Il y a un peu de Silvio Berlusconi chez Nasra. Ambitions politiques exclues, tous deux ont en commun le même bagout méditerranéen, et le fait d’avoir fait fortune dans les affaires et le négoce international avant d’investir leurs gains dans l’audiovisuel. Il cite surtout en exemple le milliardaire saoudien Saleh Kamel, qui a créé le groupe satellitaire arabe ART.
Né il y a une cinquantaine d’années dans une grande famille tunisoise, Nasra a roulé sa bosse un peu partout dans le monde. D’abord à Tunis où, après le lycée Sadiki et celui de Carthage, il a participé au lancement, à l’âge de 17 ans, de la première imprimerie offset du pays.
Par la suite, il mène une double vie d’artiste et d’homme d’affaires. Il apprend le piano et le oud avec le grand maître de la musique tunisienne, Ouannes Kraiem, s’essaie à la composition de chansons, édite des cartes postales avec le photographe Jacques Pérez. Mordu d’audiovisuel, il participe, à 18 ans, à la réalisation d’un documentaire sur le tourisme dans les îles Kerkennah. Puis il continue sur sa lancée hors de Tunisie.
On le retrouve dans le négoce international au Maroc, en Égypte, en France et dans bien d’autres pays. Il excelle dans la négociation des contrats au profit de grandes firmes internationales. Il y gagne beaucoup d’argent.
Mais son dada, c’est toujours l’audiovisuel. « Je supporte difficilement de rester assis plus de cinq heures dans un avion, mais je suis capable de passer plus d’une journée devant une console dans le noir d’un studio de télévision », affirme-t-il.

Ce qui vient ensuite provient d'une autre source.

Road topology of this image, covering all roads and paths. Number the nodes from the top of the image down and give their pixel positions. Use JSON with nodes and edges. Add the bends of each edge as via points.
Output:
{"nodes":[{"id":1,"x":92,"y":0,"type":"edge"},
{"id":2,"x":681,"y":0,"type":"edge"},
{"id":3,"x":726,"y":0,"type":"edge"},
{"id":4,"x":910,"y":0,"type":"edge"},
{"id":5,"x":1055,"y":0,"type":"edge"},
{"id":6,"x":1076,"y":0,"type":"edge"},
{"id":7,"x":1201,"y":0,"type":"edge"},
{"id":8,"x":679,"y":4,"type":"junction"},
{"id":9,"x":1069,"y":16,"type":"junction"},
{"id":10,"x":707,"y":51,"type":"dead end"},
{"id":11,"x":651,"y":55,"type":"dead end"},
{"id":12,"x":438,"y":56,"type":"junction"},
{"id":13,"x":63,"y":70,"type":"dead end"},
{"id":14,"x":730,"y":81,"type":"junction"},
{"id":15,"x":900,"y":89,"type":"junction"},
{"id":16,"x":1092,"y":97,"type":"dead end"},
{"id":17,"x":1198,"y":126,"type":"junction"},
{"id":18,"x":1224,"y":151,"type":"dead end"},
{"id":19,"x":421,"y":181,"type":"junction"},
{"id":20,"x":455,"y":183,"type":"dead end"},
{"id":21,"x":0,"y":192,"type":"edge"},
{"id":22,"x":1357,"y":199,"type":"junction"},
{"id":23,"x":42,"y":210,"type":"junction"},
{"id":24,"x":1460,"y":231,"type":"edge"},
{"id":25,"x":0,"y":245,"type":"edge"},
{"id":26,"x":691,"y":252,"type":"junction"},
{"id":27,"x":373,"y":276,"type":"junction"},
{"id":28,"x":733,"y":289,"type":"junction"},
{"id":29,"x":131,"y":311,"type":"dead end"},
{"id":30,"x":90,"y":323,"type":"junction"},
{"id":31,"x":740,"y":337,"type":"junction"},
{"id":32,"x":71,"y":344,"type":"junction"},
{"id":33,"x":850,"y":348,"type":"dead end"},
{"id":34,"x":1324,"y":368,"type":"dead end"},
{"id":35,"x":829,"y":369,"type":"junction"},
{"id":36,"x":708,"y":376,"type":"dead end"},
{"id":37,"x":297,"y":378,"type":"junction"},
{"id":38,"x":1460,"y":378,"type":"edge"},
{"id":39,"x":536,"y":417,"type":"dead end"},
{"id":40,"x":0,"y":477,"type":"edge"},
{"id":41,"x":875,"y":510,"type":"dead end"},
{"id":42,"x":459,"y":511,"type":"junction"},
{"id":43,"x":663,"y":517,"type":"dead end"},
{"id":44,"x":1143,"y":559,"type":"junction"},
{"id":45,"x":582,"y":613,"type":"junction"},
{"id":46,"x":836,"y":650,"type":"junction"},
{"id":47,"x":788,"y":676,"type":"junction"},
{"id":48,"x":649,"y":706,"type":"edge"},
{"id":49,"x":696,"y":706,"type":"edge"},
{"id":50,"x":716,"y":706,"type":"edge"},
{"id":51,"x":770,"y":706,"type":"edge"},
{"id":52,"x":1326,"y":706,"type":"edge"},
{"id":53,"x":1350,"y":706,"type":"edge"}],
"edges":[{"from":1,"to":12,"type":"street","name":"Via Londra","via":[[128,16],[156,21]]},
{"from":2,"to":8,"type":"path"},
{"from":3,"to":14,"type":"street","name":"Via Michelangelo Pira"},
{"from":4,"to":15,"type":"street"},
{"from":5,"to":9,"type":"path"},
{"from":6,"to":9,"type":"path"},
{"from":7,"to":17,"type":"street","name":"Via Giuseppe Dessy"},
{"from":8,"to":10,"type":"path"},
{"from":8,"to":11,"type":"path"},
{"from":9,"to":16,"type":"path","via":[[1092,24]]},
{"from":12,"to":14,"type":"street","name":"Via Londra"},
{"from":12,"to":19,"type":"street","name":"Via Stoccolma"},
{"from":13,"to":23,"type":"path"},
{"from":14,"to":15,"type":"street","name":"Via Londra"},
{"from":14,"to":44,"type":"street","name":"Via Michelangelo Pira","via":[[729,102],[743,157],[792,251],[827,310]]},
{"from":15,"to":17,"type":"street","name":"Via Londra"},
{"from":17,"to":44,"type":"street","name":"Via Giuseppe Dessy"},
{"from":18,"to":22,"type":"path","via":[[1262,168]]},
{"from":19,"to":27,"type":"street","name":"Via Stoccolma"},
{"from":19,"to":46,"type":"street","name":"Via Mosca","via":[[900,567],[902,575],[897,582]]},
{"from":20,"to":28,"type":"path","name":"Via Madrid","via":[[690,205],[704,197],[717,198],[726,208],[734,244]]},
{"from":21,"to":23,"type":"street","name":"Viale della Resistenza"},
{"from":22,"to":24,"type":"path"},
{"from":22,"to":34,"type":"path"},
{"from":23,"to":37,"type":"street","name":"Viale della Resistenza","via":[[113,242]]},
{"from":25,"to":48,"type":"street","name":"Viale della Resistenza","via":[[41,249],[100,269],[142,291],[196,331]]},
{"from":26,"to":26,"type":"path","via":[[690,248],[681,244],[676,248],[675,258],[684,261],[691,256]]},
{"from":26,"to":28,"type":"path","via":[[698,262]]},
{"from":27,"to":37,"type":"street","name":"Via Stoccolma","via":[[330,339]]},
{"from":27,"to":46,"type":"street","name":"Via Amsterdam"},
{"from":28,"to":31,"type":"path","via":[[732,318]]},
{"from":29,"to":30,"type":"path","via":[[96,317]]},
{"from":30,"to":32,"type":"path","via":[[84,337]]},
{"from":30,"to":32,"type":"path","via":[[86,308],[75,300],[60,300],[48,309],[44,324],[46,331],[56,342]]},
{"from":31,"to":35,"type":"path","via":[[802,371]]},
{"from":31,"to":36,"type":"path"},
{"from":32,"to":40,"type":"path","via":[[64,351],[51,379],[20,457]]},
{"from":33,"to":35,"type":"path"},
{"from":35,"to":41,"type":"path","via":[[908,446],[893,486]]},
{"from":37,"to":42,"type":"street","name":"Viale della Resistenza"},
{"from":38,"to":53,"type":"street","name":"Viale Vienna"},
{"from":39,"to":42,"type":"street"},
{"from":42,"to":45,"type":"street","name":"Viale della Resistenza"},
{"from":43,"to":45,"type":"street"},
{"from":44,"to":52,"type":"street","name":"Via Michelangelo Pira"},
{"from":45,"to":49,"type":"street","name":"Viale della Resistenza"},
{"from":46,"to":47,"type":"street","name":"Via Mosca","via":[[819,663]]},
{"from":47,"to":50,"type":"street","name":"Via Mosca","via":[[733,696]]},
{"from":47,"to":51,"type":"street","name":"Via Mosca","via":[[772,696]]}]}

Au Caire, il fonde une société de production, Audio Visuel International Production (Avip). L’idée d’une chaîne satellitaire lui trottait dans la tête depuis cinq ans. Il s’apprêtait à la concrétiser dans la capitale égyptienne sur Nilesat, comme Cheikh Saleh. Mais, finalement, il s’est dit qu’il pouvait aussi bien monter son projet dans son pays natal. Et il a changé de cap, une manoeuvre à laquelle il est entraîné puisque ses hobbies sont le pilotage d’avion et de bateaux de plaisance.